PROMPT:
Every record below should be printed again exactly, with its pictures removed.

----------

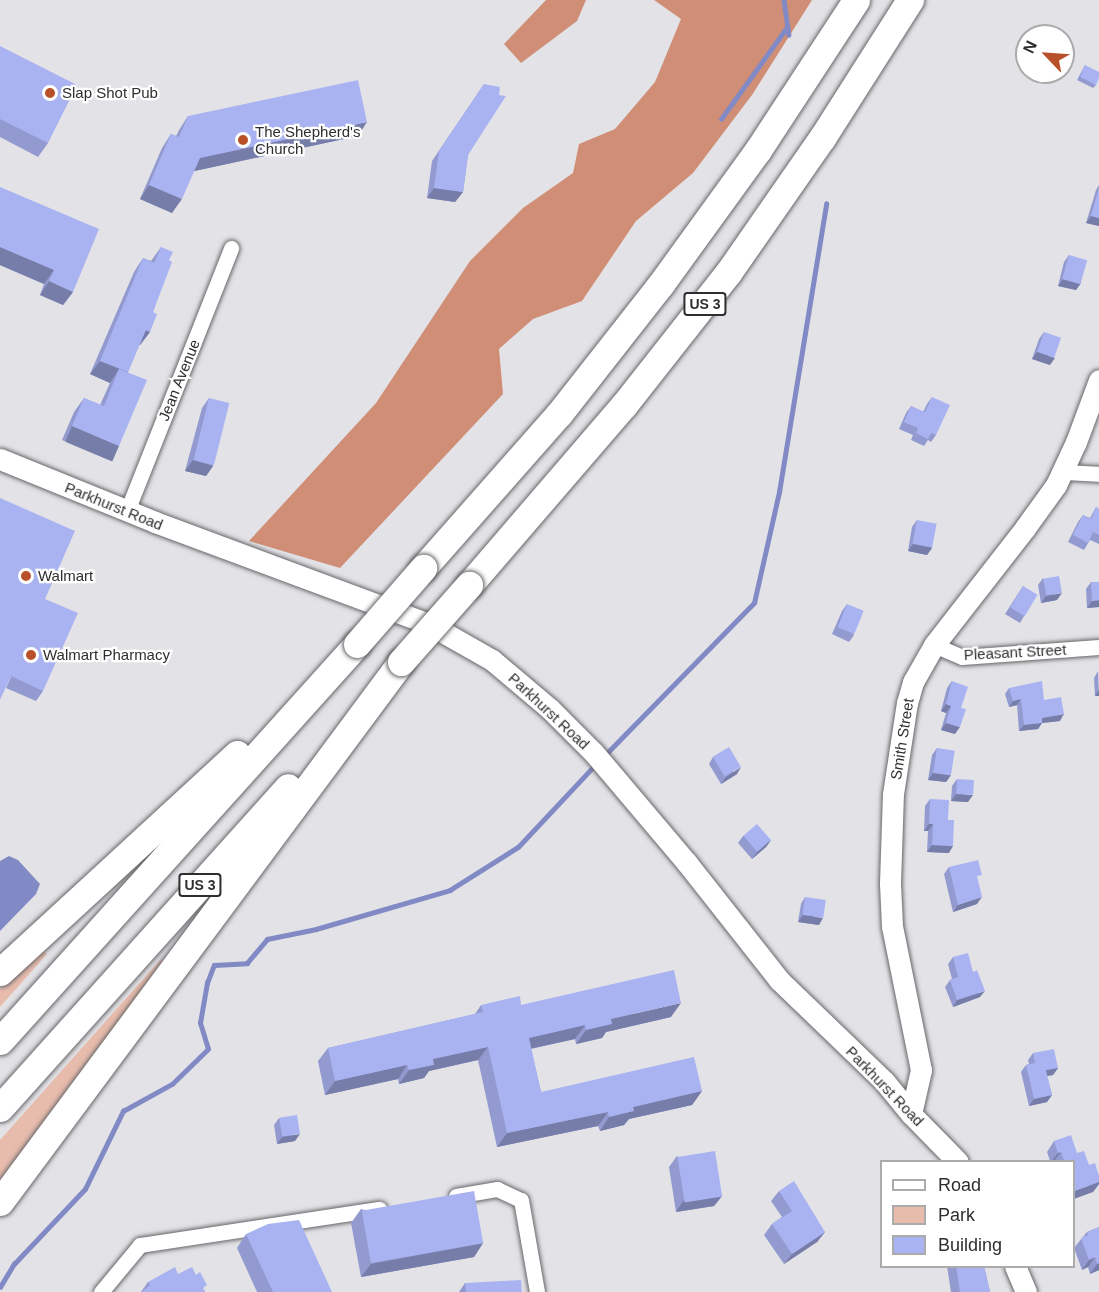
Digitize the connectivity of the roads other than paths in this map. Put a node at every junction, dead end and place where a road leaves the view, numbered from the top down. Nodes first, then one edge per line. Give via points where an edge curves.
1 (856, 0) edge
2 (909, 0) edge
3 (231, 248) dead end
4 (1099, 380) edge
5 (0, 459) edge
6 (1063, 472) junction
7 (1099, 474) edge
8 (127, 511) junction
9 (357, 644) junction
10 (934, 645) junction
11 (1099, 647) edge
12 (401, 662) junction
13 (0, 972) edge
14 (0, 1041) edge
15 (0, 1107) edge
16 (911, 1114) junction
17 (957, 1160) edge
18 (442, 1198) edge
19 (0, 1202) edge
20 (398, 1206) edge
21 (1016, 1268) edge
22 (101, 1292) edge
23 (537, 1292) edge
24 (1026, 1292) edge

1 - 9 highway, US 3, bridge via 758,150 662,284 559,414
2 - 12 highway, US 3, bridge via 816,147 701,309 561,482
3 - 8 street, Jean Avenue
4 - 6 street, Smith Street
5 - 8 street, Parkhurst Road
6 - 7 street
6 - 10 street, Smith Street via 1025,528
8 - 16 street, Parkhurst Road via 448,633 519,681 624,786 779,980 884,1081
9 - 13 highway
9 - 14 highway, US 3
10 - 11 street, Pleasant Street via 962,657
10 - 16 street, Smith Street via 917,673 907,703 893,794 890,848 892,926 921,1070
12 - 15 highway, US 3
12 - 19 highway
16 - 17 street, Parkhurst Road
18 - 23 street via 497,1189 521,1200
20 - 22 street via 140,1245
21 - 24 street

----------

EXPECTED ANSWER:
Digitize the connectivity of the roads other than paths in this map. Put a node at every junction, dead end and place where a road leaves the view, numbered from the top down. Nodes first, then one edge per line. Give via points where an edge curves.
1 (856, 0) edge
2 (909, 0) edge
3 (231, 248) dead end
4 (1099, 380) edge
5 (0, 459) edge
6 (1063, 472) junction
7 (1099, 474) edge
8 (127, 511) junction
9 (357, 644) junction
10 (934, 645) junction
11 (1099, 647) edge
12 (401, 662) junction
13 (0, 972) edge
14 (0, 1041) edge
15 (0, 1107) edge
16 (911, 1114) junction
17 (957, 1160) edge
18 (442, 1198) edge
19 (0, 1202) edge
20 (398, 1206) edge
21 (1016, 1268) edge
22 (101, 1292) edge
23 (537, 1292) edge
24 (1026, 1292) edge

1 - 9 highway, US 3, bridge via 758,150 662,284 559,414
2 - 12 highway, US 3, bridge via 816,147 701,309 561,482
3 - 8 street, Jean Avenue
4 - 6 street, Smith Street
5 - 8 street, Parkhurst Road
6 - 7 street
6 - 10 street, Smith Street via 1025,528
8 - 16 street, Parkhurst Road via 448,633 519,681 624,786 779,980 884,1081
9 - 13 highway
9 - 14 highway, US 3
10 - 11 street, Pleasant Street via 962,657
10 - 16 street, Smith Street via 917,673 907,703 893,794 890,848 892,926 921,1070
12 - 15 highway, US 3
12 - 19 highway
16 - 17 street, Parkhurst Road
18 - 23 street via 497,1189 521,1200
20 - 22 street via 140,1245
21 - 24 street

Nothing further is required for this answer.